Paddington Substation is a heritage-listed electrical substation built in 1926 and located at 1 Young Street, Paddington in the Municipality of Woollahra local government area of New South Wales, Australia. It is also known as Substation #342 Paddington 33Kv Zone. The property is owned by Ausgrid, an agency of the Government of New South Wales. It was added to the New South Wales State Heritage Register on 2 April 1999.

History 
The Paddington Zone substation is a purpose designed and built structure dating from 1926.

Description 
The Paddington Zone substation is a fine and excellent example of an unusual tuck pointed face brick building with a curved wall following its corner position. Designed in the Interwar Free Classical style it features a dominant classical rendered cornice below the parapet, a pediment above the central entrance doorway flanked by multi paned windows. It makes a considerable contribution to the character of the Paddington Streetscape. It is located in the Paddington Urban Conservation Araea as listed by the National Trust of Australia. The Paddington Zone substation is constructed using tuck pointed face brick work and features a bold rendered cornice below the parapet.

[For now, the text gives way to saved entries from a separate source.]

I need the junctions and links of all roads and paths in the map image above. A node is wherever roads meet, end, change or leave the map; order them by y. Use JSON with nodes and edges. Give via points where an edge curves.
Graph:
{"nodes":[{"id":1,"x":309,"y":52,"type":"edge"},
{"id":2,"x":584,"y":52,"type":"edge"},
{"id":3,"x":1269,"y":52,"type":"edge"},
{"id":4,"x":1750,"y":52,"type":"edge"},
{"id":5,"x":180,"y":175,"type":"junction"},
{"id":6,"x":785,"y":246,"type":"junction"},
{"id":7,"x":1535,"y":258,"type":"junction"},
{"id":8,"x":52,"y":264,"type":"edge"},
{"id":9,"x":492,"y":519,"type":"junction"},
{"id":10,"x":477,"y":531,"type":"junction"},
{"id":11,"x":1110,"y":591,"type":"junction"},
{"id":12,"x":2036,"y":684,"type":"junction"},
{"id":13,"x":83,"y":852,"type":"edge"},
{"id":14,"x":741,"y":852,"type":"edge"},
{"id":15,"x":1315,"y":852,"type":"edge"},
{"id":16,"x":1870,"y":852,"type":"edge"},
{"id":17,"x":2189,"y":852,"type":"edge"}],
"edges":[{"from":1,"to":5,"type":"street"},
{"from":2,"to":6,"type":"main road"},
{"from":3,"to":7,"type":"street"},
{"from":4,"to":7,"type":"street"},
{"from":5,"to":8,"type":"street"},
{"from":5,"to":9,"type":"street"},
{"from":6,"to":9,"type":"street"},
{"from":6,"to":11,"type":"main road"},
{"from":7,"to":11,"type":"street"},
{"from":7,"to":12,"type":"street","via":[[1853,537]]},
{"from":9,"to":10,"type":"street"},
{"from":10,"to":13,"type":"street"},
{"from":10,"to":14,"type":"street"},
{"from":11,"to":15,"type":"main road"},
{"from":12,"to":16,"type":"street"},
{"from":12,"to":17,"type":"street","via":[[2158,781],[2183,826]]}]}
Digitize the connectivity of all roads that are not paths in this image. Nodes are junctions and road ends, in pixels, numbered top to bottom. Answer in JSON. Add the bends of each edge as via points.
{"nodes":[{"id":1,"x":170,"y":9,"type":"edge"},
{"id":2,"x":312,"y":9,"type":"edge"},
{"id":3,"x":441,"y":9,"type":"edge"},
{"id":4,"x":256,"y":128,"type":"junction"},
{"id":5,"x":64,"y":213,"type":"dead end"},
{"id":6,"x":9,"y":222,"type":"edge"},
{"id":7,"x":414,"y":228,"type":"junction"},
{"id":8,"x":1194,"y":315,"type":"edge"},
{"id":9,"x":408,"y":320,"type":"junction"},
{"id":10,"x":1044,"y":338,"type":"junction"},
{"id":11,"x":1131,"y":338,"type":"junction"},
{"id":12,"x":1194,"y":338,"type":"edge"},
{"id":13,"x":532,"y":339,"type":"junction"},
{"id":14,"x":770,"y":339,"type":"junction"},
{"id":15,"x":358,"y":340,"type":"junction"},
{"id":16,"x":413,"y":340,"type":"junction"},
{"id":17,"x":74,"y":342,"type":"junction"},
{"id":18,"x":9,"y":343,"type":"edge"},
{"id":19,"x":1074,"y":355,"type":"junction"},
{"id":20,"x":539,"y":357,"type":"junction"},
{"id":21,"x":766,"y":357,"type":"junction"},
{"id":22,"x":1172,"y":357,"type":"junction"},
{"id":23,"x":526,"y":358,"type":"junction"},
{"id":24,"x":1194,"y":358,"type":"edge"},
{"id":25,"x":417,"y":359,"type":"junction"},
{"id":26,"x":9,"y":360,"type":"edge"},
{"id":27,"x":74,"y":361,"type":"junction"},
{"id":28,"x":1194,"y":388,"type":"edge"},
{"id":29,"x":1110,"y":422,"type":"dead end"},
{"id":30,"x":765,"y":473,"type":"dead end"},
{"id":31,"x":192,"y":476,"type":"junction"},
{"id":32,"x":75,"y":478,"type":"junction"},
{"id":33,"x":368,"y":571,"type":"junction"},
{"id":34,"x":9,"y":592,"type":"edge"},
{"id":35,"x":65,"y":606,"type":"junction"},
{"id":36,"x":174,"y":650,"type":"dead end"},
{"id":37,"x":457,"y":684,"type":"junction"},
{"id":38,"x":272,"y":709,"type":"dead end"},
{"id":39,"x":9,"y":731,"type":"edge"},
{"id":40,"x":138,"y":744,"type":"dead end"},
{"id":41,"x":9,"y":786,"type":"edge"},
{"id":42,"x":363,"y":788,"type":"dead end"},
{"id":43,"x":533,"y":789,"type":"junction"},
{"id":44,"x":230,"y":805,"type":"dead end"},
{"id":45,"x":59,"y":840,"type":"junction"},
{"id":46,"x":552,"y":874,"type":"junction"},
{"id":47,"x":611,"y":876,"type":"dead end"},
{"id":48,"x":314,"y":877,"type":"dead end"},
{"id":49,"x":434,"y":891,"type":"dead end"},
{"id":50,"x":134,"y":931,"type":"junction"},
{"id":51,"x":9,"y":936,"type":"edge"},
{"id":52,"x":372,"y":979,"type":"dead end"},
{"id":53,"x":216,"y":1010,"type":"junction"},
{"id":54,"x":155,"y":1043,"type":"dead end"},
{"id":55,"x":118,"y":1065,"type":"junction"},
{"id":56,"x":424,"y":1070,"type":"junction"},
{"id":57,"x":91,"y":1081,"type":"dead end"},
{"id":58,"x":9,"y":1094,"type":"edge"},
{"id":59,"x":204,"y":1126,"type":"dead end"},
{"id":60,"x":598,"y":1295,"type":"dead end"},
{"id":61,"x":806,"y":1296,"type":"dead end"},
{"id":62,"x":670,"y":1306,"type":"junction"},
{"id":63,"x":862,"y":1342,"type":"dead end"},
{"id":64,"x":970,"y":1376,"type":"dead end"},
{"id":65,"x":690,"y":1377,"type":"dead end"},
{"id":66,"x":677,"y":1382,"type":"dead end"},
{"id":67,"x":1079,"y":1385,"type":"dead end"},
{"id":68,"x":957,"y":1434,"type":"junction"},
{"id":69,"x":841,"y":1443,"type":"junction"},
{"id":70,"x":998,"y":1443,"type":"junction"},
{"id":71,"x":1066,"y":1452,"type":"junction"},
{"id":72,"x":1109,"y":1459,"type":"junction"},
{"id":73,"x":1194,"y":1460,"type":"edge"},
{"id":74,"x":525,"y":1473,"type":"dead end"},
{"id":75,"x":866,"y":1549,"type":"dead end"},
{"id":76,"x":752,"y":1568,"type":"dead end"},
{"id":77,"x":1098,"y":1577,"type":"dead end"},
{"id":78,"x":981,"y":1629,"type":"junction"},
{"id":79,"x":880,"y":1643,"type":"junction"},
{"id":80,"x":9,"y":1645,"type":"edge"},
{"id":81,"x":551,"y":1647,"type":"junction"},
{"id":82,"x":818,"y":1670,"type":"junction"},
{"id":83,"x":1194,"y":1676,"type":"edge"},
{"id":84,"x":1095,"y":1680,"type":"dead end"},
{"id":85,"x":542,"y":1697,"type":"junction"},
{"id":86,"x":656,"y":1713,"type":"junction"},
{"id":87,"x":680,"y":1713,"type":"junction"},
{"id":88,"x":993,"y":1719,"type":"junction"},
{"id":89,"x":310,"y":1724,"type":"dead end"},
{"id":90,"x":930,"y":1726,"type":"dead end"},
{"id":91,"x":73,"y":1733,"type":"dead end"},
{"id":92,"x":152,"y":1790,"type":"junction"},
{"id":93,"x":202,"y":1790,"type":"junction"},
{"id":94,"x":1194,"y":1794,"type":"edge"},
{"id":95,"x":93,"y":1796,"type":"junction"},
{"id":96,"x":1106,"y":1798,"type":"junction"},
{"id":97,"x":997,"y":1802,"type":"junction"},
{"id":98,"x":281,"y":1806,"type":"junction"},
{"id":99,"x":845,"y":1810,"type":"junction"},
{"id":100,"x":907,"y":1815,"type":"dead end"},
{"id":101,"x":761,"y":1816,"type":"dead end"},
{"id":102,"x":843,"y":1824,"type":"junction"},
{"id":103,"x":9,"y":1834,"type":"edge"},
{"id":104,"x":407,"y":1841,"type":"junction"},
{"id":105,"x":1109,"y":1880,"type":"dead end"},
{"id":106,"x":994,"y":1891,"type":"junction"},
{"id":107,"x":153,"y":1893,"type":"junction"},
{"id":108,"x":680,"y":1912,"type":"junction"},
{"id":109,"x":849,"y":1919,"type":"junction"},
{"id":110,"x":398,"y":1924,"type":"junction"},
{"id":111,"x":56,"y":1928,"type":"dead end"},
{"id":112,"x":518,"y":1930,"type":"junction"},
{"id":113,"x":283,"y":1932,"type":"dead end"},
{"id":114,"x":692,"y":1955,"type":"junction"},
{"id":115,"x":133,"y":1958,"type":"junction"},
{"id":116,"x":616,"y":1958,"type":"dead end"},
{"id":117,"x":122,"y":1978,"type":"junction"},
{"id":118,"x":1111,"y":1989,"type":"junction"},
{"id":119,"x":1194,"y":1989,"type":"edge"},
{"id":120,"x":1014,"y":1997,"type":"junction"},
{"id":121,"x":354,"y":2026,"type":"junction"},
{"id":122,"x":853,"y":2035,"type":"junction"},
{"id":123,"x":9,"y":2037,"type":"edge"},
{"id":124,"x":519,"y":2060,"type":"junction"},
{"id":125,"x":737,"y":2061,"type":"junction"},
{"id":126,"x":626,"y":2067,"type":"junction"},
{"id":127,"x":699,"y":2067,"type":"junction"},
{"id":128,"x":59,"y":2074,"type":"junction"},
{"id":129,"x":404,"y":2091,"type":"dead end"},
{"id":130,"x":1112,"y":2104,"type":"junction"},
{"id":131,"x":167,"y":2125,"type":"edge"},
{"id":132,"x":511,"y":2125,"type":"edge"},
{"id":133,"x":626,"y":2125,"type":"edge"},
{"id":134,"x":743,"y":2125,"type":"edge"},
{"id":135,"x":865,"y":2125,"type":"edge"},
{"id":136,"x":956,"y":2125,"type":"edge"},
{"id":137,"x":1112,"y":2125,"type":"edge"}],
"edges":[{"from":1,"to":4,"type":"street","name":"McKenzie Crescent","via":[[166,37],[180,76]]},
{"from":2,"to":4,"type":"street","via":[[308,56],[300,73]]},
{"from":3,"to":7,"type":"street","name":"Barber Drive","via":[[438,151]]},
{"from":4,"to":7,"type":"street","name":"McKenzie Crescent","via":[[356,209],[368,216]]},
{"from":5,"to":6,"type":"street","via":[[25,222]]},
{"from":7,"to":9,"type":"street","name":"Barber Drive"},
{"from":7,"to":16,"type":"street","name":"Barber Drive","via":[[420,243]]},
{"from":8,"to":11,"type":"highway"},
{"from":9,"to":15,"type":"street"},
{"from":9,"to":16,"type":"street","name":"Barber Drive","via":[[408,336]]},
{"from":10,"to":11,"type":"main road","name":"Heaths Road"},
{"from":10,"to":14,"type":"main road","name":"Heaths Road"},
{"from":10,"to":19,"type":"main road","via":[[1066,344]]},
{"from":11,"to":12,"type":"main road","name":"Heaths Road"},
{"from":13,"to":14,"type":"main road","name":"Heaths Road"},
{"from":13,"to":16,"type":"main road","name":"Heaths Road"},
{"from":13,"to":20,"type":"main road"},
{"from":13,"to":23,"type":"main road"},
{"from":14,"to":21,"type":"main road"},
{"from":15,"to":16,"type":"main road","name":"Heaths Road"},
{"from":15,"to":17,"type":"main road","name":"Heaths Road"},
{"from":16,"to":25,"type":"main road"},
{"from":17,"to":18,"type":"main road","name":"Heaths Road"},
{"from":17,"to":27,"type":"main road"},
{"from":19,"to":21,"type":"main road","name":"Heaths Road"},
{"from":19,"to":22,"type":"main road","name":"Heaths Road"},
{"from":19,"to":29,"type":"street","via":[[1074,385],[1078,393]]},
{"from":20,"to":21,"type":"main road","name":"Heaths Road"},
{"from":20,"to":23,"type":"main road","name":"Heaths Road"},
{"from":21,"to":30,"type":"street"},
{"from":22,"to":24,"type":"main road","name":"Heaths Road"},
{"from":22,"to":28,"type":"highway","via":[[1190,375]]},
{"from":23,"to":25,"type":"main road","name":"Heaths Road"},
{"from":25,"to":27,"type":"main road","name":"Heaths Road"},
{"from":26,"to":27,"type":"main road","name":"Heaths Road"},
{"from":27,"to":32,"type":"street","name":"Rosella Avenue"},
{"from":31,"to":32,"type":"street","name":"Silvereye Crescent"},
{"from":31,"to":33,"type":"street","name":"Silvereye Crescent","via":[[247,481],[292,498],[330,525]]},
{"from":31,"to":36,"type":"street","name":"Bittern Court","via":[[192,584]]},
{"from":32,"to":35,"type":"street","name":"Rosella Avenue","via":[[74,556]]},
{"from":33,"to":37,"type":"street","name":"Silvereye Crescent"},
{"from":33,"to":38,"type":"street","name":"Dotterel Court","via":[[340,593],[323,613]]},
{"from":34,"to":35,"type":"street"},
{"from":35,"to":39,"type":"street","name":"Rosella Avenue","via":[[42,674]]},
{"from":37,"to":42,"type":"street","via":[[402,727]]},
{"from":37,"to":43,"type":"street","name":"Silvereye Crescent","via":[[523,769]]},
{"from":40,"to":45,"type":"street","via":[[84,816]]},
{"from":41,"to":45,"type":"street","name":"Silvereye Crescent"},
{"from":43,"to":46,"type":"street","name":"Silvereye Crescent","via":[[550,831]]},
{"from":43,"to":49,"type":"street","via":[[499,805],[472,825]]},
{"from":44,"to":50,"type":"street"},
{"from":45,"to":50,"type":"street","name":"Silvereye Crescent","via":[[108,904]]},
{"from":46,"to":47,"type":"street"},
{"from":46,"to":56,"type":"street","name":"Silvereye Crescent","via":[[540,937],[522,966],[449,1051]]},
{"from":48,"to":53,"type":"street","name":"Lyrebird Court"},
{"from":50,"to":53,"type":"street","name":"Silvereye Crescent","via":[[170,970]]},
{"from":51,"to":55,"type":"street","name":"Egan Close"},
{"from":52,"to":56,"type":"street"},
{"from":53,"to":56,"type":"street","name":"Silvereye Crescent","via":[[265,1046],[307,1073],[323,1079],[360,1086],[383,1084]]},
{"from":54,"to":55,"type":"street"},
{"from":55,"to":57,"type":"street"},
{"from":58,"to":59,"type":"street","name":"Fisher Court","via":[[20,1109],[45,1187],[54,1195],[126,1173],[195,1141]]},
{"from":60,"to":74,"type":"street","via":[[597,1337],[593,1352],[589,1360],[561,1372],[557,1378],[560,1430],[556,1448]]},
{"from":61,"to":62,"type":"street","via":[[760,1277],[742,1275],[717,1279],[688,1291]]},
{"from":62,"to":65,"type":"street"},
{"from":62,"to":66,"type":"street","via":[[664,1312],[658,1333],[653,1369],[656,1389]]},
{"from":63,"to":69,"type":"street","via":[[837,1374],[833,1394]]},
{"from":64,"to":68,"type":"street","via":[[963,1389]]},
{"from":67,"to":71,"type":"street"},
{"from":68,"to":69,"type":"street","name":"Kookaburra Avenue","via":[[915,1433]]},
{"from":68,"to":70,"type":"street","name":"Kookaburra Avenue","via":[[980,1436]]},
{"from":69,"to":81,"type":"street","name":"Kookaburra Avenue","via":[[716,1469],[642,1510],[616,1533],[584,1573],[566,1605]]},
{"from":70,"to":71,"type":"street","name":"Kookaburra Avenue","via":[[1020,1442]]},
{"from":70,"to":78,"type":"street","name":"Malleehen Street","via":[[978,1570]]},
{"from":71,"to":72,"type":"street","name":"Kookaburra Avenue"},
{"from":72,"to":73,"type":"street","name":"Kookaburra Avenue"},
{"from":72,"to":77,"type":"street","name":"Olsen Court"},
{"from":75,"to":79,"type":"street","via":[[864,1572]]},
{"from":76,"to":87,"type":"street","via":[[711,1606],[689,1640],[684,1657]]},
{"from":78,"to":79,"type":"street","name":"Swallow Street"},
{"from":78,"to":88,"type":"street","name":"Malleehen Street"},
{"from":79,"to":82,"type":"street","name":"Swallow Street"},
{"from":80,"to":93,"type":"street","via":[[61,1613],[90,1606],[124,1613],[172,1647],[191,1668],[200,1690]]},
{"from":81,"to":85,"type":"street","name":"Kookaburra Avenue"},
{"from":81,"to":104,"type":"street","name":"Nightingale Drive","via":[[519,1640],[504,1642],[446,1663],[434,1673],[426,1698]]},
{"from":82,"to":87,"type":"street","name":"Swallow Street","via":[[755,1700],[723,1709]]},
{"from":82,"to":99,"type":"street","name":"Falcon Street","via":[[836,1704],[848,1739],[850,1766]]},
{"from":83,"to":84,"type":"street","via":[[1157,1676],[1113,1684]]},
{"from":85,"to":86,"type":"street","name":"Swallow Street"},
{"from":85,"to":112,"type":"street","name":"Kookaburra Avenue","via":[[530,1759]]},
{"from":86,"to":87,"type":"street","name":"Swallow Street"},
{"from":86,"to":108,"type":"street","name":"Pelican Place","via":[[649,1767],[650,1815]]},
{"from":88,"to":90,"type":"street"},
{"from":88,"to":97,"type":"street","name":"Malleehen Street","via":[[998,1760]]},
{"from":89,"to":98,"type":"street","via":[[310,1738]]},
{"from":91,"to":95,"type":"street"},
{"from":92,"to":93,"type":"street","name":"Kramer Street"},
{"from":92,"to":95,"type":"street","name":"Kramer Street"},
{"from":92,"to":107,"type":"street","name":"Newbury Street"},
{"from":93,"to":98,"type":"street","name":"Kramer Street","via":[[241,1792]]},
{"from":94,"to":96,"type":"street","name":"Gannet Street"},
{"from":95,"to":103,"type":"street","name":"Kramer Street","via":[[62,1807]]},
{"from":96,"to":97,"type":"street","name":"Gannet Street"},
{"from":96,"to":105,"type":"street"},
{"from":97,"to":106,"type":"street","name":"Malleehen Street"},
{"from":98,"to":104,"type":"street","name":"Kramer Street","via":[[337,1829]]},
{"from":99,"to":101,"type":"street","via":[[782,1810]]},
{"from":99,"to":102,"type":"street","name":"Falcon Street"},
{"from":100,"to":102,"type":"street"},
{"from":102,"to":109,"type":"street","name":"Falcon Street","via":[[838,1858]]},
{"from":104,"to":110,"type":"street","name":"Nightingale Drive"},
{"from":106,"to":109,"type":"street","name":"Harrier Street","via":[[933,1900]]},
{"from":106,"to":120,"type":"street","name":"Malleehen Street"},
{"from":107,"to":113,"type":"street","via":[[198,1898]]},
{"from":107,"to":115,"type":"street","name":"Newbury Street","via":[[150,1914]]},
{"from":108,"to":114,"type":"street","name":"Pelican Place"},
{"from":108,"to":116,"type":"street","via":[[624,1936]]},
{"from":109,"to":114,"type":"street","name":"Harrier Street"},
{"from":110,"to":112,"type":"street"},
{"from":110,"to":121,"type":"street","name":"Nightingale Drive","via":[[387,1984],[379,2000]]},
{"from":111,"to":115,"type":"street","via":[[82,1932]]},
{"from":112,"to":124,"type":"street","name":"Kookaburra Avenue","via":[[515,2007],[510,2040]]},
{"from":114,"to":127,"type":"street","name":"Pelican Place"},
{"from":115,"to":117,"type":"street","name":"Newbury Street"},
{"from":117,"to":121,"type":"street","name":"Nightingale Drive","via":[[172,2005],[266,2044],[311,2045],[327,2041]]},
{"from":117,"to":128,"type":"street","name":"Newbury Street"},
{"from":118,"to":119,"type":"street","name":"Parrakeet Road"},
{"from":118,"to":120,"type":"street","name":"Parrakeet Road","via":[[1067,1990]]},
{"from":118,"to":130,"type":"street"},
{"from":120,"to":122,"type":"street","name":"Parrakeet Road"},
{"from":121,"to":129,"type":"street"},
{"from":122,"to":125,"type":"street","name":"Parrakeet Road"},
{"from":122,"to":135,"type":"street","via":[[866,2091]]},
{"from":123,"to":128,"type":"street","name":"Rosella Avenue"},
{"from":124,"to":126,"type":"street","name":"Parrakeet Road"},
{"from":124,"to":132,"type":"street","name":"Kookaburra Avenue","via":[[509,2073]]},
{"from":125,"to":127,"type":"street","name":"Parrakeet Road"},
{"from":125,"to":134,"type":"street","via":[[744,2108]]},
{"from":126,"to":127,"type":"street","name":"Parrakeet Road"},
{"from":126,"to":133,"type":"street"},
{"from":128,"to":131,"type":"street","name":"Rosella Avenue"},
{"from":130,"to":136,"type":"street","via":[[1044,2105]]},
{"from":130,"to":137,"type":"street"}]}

External materials include face brick, cement render, and steel roller shutter.

Condition 
As at 10 November 2000, the condition was good.

Heritage listing 
The Paddington Zone substation is a fine rare and representative example of an externally intact Interwar Functionalist building located within Paddington Urban Conservation Area as listed by the National Trust. It makes a substantial contribution to the character of the streetscape in the Paddington area. It has considerable architectural significance on a state level, as the only known example of its kind in the Sydney area.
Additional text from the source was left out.